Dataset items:
=== Begin Enclosure ===

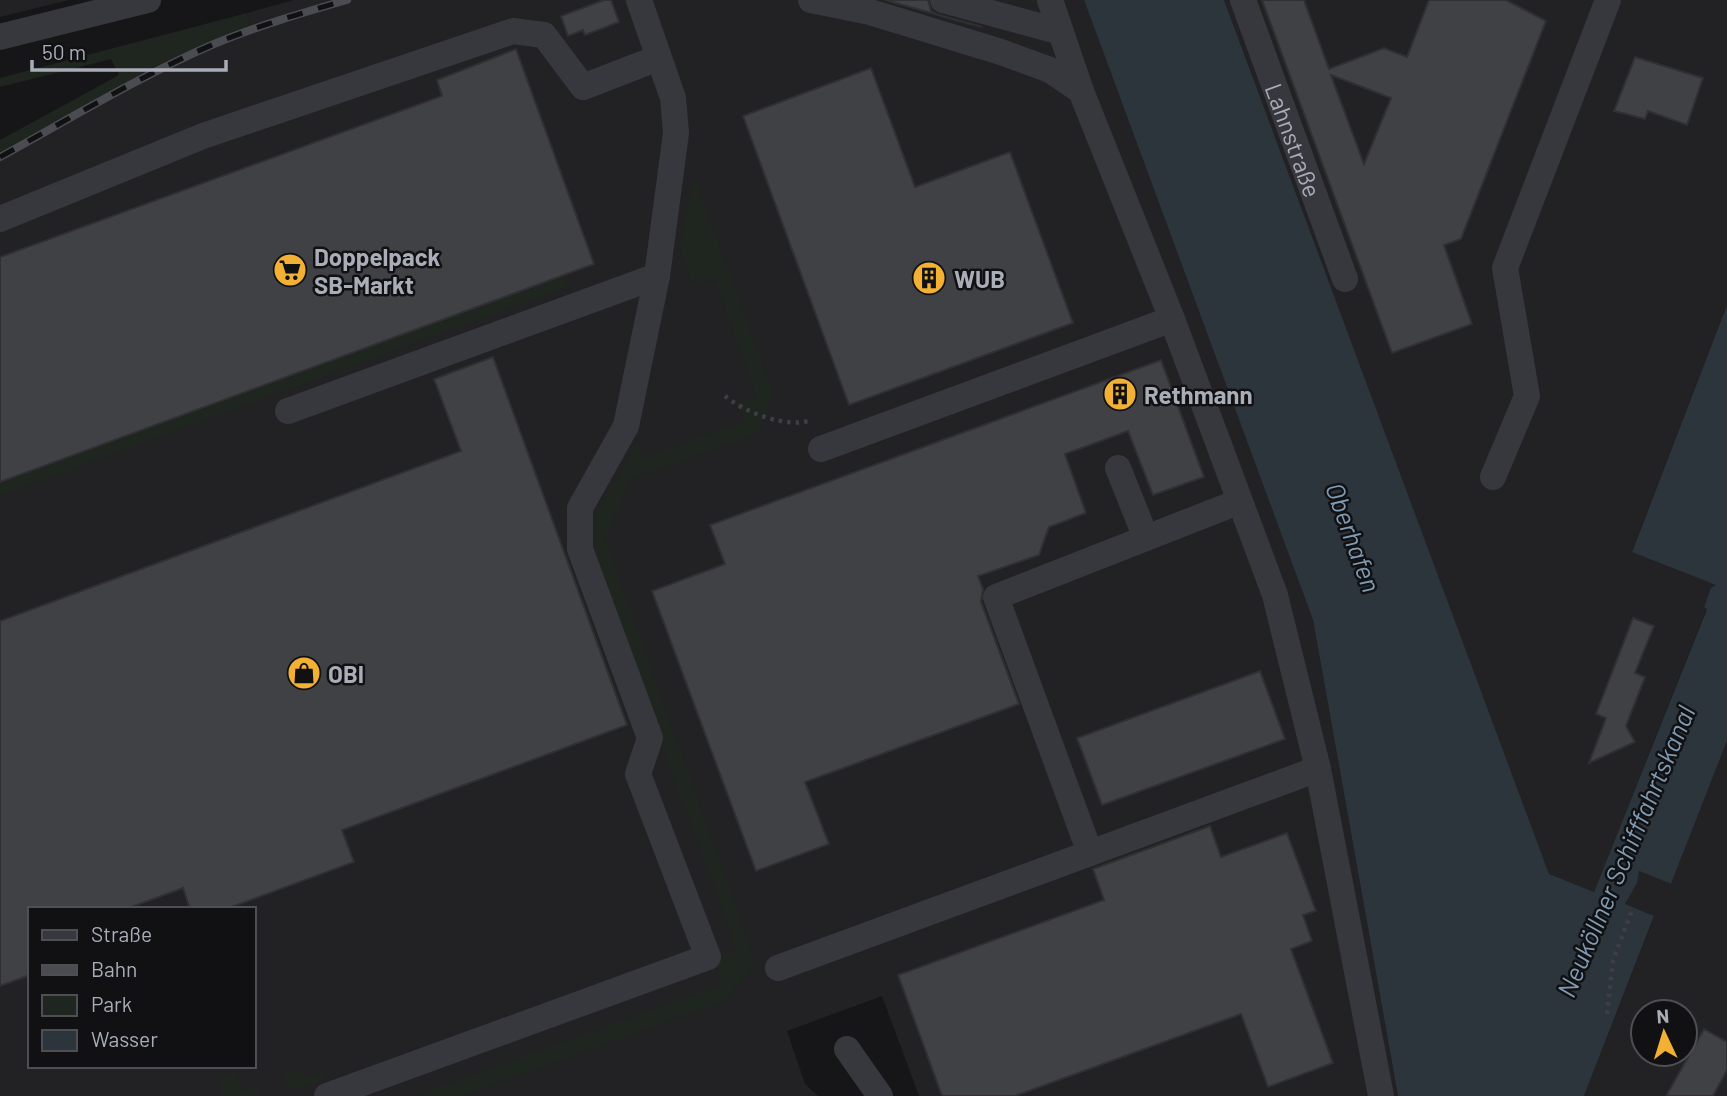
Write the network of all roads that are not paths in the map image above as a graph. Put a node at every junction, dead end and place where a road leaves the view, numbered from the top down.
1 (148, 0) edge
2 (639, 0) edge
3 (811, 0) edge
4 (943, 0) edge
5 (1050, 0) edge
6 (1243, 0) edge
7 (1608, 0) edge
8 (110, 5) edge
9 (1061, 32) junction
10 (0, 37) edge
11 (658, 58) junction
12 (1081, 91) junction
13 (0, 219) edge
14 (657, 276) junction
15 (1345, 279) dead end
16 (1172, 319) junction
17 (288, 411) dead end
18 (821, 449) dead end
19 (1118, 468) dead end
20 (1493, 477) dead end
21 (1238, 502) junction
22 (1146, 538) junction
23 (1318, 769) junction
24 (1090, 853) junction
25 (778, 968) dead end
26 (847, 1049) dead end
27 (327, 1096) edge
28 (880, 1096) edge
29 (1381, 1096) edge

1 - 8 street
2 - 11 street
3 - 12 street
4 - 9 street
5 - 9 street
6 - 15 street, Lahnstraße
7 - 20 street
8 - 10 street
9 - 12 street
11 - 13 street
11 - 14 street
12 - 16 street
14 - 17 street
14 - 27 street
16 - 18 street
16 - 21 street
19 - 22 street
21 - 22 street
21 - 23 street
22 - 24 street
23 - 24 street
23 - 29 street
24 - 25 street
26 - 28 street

=== End Enclosure ===

- **TASK BRIEF**:
Reproduce each line of the records in which the word "dead" appears.

- **RESULT OF THIS TASK**:
Write the network of all roads that are not paths in the map image above as a graph. Put a node at every junction, dead end and place where a road leaves the view, numbered from the top down.
15 (1345, 279) dead end
17 (288, 411) dead end
18 (821, 449) dead end
19 (1118, 468) dead end
20 (1493, 477) dead end
25 (778, 968) dead end
26 (847, 1049) dead end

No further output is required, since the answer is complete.